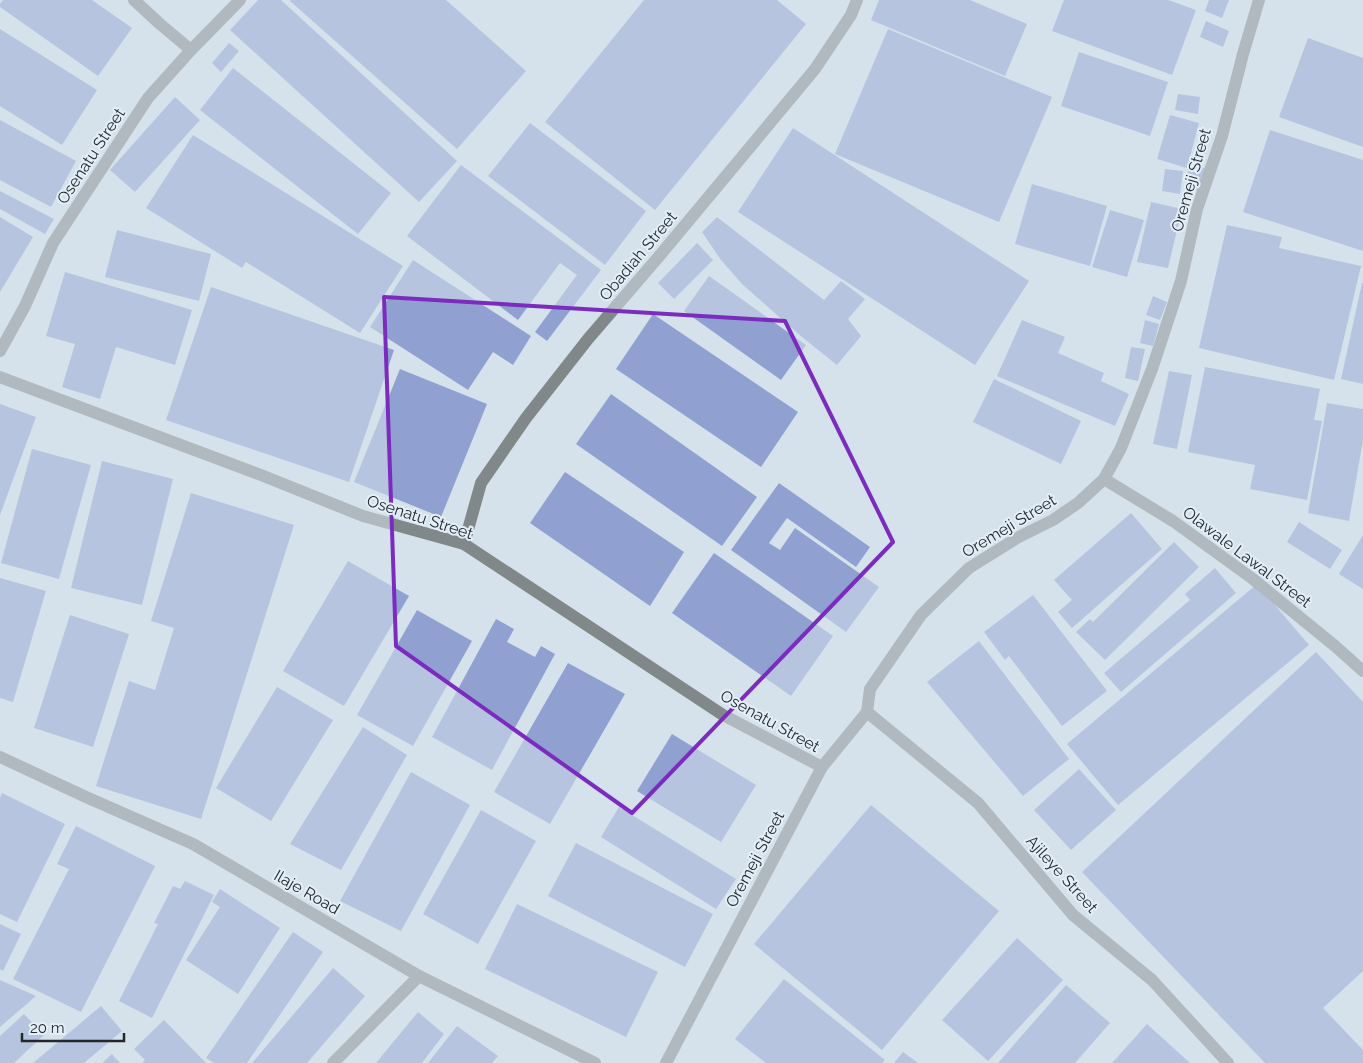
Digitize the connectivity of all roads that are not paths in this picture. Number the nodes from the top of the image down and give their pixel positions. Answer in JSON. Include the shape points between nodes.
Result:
{"nodes":[{"id":1,"x":134,"y":0,"type":"edge"},
{"id":2,"x":240,"y":0,"type":"edge"},
{"id":3,"x":857,"y":0,"type":"edge"},
{"id":4,"x":1259,"y":0,"type":"edge"},
{"id":5,"x":191,"y":50,"type":"junction"},
{"id":6,"x":0,"y":350,"type":"edge"},
{"id":7,"x":0,"y":377,"type":"edge"},
{"id":8,"x":1104,"y":479,"type":"junction"},
{"id":9,"x":464,"y":544,"type":"junction"},
{"id":10,"x":1363,"y":671,"type":"edge"},
{"id":11,"x":867,"y":712,"type":"junction"},
{"id":12,"x":0,"y":757,"type":"edge"},
{"id":13,"x":822,"y":768,"type":"junction"},
{"id":14,"x":419,"y":976,"type":"junction"},
{"id":15,"x":333,"y":1063,"type":"edge"},
{"id":16,"x":595,"y":1063,"type":"edge"},
{"id":17,"x":666,"y":1063,"type":"edge"},
{"id":18,"x":1228,"y":1063,"type":"edge"}],
"edges":[{"from":1,"to":5,"type":"street"},
{"from":2,"to":5,"type":"street","name":"Osenatu Street"},
{"from":3,"to":9,"type":"street","name":"Obadiah Street","via":[[851,15],[815,69],[588,339],[526,418],[481,483]]},
{"from":4,"to":8,"type":"street","name":"Oremeji Street","via":[[1222,136],[1197,209],[1181,280],[1152,369]]},
{"from":5,"to":6,"type":"street","name":"Osenatu Street","via":[[148,98],[53,243],[25,306]]},
{"from":7,"to":9,"type":"street","name":"Osenatu Street","via":[[363,516]]},
{"from":8,"to":10,"type":"street","name":"Olawale Lawal Street","via":[[1173,521],[1253,579]]},
{"from":8,"to":11,"type":"street","name":"Oremeji Street","via":[[1062,514],[969,568],[921,615],[870,689]]},
{"from":9,"to":13,"type":"street","name":"Osenatu Street","via":[[722,715]]},
{"from":11,"to":13,"type":"street","name":"Oremeji Street"},
{"from":11,"to":18,"type":"street","name":"Ajileye Street","via":[[978,804],[1072,915],[1152,980]]},
{"from":12,"to":14,"type":"street","name":"Ilaje Road","via":[[194,844]]},
{"from":13,"to":17,"type":"street","name":"Oremeji Street"},
{"from":14,"to":15,"type":"street"},
{"from":14,"to":16,"type":"street","name":"Ilaje Road"}]}
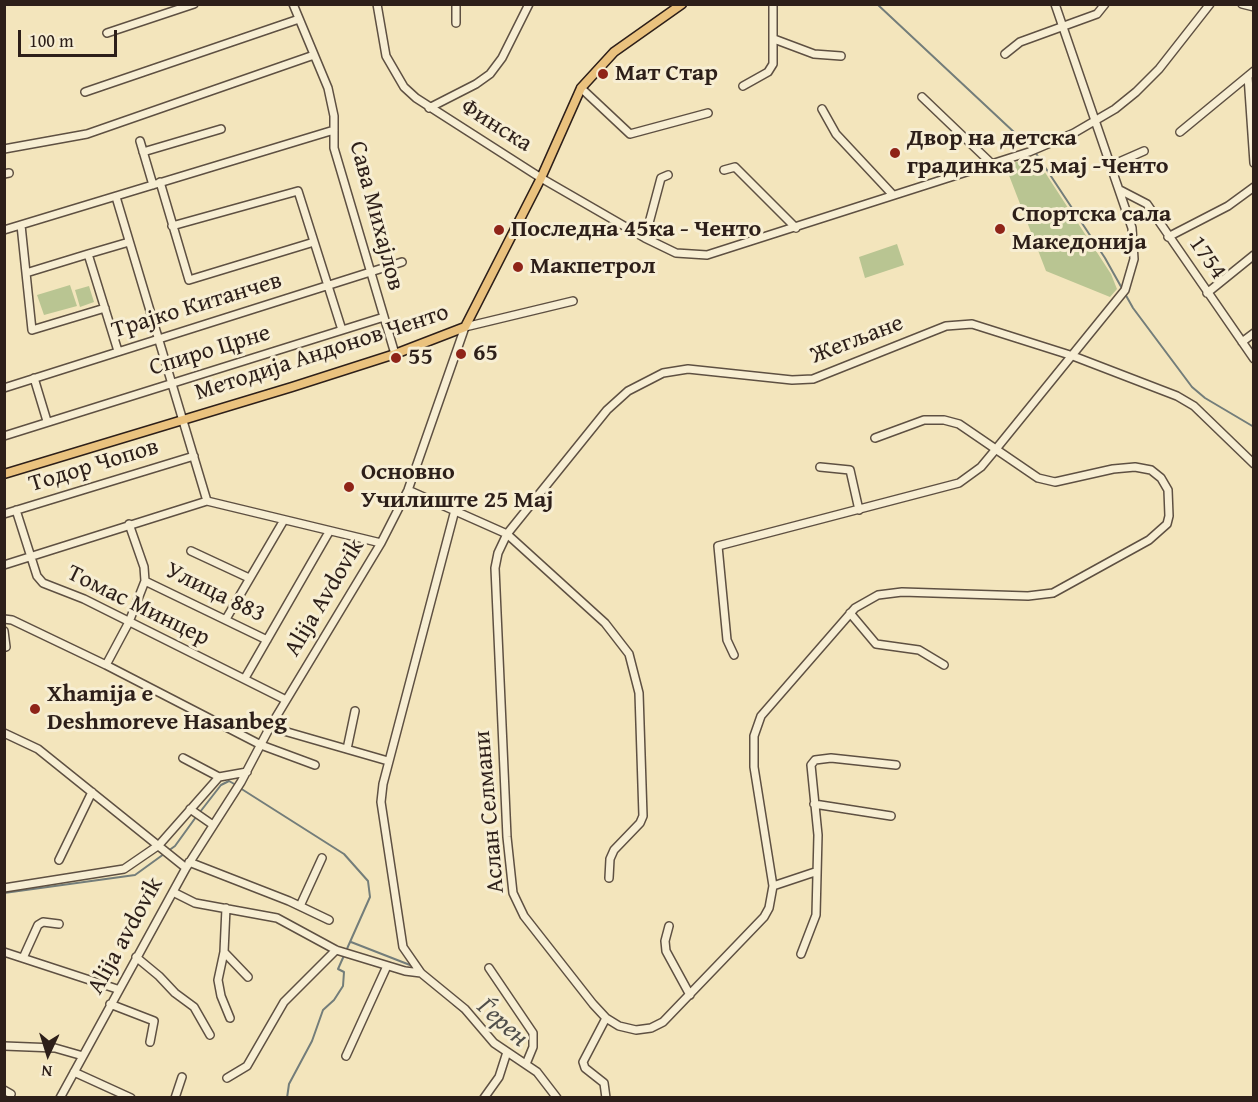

========================================================================

TASK DIRECTIONS
Pull every line containing "Ilaje" from the data.

YOUR SOLUTION
{"from":12,"to":14,"type":"street","name":"Ilaje Road","via":[[194,844]]},
{"from":14,"to":16,"type":"street","name":"Ilaje Road"}]}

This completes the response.